Collateral in circulation is a key measure of the total amount of collateral used to mitigate the credit risk of OTC derivatives. This measure of collateral in circulation in the uncleared OTC Derivatives Market rose 24 percent during 2011, from US$ 2.9 trillion at end-2010 to US $ 3.6 trillion, primarily as a result of downgrades of financial firms, the Eurozone debt crisis and decline in interest rates.
The Number of Collateral Agreements in use in the OTC derivative market was 137,869 by end-2011, of which 85 percent are ISDA agreements. Among firms that responded in both 2010 and 2011, the total number of collateral agreements slightly decreased over the past year. About 84 percent of all collateral agreements are bilateral, same percentage observed last year.
Collateral agreements may be applied to all types of derivatives, and in practice the market trading conventions and credit risk considerations in different segments of the OTC derivatives market lead to a range of degrees of collateralization.
Among all firms responding to the survey, 93 percent of all credit derivatives trades executed were subject to collateral arrangements during 2011, the highest rate observed among all different types of derivatives transactions. Overall, 71 percent of all OTC derivatives transactions were subject to collateral agreements during this period. The total average of all OTC derivatives collateralized includes transactions with end-users and spot FX transactions, which due to the nature of these trade types, are not general collateralized.
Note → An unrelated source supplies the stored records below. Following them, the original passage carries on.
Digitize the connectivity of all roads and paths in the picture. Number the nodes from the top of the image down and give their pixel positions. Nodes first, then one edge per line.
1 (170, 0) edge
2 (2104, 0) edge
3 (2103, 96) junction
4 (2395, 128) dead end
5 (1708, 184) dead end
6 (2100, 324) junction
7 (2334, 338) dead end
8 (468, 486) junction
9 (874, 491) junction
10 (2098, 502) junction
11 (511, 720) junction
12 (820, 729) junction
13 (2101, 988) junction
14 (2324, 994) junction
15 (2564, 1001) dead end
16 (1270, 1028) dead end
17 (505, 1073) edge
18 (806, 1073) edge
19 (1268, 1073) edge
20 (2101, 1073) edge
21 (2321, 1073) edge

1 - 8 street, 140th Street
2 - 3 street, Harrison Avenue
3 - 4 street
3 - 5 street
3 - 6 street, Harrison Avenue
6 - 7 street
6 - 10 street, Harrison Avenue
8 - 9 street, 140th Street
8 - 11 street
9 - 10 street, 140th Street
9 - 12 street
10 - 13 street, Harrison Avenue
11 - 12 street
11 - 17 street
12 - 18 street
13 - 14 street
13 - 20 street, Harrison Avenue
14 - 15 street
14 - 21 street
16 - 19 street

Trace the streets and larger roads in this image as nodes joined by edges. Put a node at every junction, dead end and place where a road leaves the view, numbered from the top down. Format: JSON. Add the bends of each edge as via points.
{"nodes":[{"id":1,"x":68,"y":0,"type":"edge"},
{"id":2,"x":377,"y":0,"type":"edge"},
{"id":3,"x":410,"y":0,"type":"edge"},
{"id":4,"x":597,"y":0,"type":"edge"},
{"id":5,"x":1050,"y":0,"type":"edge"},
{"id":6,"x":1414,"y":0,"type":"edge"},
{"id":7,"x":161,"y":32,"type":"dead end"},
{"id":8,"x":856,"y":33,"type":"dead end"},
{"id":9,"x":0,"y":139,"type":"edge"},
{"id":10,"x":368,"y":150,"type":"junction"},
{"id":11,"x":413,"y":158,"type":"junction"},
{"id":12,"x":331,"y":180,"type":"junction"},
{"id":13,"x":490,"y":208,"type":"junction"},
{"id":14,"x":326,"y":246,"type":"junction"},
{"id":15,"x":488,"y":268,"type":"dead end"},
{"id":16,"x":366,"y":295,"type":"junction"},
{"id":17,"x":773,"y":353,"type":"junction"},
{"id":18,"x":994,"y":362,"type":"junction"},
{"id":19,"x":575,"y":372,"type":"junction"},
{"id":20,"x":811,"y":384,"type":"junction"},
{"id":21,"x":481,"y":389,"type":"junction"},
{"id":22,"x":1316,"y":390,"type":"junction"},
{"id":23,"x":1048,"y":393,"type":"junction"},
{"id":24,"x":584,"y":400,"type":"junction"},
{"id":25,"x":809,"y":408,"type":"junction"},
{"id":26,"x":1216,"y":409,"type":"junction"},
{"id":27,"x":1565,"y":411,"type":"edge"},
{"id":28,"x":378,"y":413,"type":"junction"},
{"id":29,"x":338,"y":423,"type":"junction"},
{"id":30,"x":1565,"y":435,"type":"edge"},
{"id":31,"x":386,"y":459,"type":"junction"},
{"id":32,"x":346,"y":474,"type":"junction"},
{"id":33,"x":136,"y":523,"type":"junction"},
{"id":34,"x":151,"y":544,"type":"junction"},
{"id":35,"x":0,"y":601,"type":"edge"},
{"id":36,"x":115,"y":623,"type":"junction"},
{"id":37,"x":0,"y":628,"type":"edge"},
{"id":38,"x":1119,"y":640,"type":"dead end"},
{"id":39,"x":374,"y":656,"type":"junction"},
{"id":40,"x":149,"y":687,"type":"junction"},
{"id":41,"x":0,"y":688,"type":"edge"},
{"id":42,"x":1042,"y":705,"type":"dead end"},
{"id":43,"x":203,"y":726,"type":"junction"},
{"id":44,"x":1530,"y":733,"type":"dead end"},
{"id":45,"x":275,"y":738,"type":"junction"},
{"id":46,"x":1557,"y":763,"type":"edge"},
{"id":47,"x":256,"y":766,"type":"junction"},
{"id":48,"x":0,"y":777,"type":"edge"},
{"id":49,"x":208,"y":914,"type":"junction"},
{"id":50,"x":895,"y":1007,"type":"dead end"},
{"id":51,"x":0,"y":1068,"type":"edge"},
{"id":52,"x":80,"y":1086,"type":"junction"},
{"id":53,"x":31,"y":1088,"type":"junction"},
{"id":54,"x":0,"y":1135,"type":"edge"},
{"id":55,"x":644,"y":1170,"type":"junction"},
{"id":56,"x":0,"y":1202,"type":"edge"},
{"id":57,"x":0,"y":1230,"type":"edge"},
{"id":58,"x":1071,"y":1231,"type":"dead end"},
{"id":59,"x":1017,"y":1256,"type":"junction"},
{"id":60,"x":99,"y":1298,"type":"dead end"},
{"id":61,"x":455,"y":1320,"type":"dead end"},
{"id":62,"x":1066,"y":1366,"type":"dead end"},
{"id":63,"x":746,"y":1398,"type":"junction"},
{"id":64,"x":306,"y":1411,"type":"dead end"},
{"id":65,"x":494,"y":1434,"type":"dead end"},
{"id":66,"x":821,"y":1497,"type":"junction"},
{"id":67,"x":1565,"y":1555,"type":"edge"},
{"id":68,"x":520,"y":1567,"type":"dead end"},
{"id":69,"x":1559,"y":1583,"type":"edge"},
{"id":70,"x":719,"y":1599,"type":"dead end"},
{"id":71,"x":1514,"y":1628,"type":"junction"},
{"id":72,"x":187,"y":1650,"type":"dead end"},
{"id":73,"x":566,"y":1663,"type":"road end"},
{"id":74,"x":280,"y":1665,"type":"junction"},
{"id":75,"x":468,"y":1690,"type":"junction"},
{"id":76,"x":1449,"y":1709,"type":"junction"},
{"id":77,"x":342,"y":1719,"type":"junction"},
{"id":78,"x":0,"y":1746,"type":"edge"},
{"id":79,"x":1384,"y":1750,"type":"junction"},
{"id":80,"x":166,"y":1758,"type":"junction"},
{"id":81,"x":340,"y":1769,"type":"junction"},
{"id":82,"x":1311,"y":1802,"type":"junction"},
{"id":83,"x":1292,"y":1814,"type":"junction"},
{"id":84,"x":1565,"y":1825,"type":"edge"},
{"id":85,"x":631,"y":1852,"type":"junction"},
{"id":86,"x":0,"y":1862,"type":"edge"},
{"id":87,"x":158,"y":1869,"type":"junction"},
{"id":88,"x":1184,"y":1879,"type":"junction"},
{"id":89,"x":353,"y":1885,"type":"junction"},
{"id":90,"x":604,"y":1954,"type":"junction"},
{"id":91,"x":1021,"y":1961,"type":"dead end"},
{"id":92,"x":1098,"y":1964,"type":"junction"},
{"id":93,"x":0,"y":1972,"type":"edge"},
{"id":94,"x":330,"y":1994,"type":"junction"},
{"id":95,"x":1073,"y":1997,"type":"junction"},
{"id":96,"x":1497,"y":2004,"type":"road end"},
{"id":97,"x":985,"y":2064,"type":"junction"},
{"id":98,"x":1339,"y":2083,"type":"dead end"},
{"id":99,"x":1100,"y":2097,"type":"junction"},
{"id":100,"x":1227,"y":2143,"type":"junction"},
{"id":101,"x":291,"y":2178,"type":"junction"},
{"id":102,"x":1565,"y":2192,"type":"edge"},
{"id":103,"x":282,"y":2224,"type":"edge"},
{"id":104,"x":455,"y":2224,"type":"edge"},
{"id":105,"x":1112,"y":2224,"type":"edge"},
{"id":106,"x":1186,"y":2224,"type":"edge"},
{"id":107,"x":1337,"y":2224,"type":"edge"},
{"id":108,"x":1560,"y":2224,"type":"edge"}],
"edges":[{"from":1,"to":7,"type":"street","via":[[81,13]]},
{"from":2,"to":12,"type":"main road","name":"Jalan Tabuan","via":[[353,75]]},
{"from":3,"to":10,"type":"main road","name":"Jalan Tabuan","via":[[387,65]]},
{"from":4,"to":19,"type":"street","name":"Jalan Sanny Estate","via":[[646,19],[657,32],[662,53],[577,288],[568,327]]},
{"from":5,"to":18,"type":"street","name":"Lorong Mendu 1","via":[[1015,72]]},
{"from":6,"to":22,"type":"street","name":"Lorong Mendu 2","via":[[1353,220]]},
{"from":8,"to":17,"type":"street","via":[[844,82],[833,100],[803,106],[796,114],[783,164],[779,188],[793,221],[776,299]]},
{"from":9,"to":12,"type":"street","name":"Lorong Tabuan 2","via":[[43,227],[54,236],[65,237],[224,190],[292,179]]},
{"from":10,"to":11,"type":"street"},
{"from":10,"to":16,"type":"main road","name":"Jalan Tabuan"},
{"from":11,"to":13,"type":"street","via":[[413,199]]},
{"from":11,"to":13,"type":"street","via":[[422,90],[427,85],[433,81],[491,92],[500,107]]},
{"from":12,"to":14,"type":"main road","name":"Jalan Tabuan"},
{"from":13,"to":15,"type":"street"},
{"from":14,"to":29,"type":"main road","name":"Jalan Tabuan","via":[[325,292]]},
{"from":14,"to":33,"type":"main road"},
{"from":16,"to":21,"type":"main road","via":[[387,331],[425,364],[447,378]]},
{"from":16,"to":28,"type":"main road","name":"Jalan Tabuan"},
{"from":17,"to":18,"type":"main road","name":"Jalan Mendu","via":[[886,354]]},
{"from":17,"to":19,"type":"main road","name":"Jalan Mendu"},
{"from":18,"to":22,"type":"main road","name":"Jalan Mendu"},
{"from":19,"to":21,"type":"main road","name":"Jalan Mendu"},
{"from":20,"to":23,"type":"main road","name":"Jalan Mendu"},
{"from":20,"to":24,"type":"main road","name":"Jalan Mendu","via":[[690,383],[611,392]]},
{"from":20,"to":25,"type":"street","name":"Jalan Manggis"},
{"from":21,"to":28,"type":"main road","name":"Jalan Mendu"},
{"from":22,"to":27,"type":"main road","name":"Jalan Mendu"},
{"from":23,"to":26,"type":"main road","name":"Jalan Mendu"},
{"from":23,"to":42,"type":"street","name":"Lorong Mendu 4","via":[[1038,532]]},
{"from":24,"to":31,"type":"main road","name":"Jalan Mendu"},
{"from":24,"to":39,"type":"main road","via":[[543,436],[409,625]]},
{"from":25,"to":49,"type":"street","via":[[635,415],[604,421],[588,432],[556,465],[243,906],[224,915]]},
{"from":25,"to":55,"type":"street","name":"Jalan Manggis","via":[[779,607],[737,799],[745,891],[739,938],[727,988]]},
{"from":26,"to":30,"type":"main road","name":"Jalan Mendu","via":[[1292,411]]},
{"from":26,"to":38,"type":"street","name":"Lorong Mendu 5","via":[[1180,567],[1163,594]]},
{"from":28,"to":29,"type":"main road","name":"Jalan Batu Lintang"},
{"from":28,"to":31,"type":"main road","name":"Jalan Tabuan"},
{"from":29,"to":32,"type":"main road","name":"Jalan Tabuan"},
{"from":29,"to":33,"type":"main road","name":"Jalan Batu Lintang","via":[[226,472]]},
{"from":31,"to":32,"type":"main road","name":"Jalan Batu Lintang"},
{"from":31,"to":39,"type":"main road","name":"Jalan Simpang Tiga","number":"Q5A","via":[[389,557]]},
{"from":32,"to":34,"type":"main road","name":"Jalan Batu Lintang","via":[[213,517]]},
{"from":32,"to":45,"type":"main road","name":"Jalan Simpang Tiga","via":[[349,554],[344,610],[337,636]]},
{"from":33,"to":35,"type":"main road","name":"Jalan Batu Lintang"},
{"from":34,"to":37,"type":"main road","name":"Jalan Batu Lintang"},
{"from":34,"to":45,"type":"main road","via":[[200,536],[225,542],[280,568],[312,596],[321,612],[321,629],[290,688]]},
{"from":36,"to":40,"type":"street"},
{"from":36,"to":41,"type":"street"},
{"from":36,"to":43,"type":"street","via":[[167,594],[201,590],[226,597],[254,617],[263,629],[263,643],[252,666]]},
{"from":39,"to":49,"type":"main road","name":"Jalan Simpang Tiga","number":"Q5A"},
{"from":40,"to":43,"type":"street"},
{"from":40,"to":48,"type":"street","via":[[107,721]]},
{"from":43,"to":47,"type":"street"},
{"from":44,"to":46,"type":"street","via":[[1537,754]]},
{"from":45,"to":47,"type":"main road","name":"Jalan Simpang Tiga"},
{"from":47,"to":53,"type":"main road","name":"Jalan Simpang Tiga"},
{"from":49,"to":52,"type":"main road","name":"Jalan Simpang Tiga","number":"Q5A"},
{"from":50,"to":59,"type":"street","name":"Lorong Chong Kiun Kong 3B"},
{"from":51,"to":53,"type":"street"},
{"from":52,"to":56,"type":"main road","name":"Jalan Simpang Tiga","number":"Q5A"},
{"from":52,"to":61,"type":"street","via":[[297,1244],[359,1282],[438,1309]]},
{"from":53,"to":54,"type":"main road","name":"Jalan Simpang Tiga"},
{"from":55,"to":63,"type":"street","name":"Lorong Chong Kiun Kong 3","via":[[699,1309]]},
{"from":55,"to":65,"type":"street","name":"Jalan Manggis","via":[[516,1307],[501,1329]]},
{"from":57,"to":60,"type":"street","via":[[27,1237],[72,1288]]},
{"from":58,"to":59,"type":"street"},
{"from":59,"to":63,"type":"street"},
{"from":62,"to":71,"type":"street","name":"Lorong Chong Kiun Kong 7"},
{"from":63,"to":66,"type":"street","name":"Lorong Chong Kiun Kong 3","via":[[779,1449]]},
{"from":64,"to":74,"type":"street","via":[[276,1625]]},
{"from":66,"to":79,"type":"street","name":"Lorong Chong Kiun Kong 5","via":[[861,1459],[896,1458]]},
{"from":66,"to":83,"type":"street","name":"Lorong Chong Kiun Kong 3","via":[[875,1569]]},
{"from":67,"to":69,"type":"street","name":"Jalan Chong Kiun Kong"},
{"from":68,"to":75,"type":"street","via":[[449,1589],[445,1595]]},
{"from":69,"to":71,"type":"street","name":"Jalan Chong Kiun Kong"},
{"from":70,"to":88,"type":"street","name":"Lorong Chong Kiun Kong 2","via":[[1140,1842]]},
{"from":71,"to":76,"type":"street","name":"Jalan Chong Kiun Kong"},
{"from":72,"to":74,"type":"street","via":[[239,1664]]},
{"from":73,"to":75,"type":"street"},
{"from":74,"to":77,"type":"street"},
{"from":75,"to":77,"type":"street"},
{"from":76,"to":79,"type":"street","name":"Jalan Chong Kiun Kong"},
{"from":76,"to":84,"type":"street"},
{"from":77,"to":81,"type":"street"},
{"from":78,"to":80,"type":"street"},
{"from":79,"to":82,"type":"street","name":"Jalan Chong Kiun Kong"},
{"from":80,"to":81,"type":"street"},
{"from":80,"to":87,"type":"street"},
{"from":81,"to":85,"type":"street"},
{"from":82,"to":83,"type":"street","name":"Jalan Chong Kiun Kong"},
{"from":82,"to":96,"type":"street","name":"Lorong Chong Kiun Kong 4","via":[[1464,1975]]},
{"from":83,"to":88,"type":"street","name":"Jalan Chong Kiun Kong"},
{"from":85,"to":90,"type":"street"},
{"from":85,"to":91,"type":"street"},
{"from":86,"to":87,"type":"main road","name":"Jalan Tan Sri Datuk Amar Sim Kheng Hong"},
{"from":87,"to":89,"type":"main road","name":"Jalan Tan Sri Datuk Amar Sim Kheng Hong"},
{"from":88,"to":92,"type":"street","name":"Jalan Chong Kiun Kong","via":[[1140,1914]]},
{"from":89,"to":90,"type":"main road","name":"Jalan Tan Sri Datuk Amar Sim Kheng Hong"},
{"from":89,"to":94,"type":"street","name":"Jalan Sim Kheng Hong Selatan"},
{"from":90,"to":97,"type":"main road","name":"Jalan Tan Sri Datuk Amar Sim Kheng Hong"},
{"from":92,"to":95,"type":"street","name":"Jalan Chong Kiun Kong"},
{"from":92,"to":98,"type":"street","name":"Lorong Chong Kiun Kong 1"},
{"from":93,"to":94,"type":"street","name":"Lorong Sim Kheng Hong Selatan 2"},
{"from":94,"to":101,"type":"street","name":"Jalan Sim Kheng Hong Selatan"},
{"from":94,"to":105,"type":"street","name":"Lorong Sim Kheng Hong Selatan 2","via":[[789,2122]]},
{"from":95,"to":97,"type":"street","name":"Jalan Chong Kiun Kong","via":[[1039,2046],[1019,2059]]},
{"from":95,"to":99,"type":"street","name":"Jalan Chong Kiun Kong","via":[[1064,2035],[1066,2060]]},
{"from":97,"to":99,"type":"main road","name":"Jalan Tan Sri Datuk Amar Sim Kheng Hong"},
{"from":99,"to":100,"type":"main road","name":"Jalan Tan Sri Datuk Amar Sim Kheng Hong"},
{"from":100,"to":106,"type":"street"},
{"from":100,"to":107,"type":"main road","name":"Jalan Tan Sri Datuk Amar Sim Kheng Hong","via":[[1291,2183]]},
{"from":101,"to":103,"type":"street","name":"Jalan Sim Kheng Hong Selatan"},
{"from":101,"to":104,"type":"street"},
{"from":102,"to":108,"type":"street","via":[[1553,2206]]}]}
The largest reporting firms, representing the world’s largest derivatives dealers, reported higher rates of collateralization. For this group, an average 96 percent of credit derivatives trades were subject to collateral arrangements during 2011. Overall, 84 percent of all OTC derivatives transaction executed by the large derivatives dealers were subject to collateral agreements.
Portfolio reconciliation, which refers to the matching of both the population and mark-to-market of outstanding trades in a collateralized portfolio, continues to be considered good market practice. About 75 percent of all survey respondents and 100 percent of the largest OTC dealer banks indicated that they regularly performed portfolio reconciliations.
Cash used as collateral represents around 79 percent of collateral received and 76 percent of collateral delivered in 2011, which is broadly consistent with last year’s results. Government securities constitute 12 percent of collateral received and 21 percent of collateral delivered this year, again consistent with end-2011.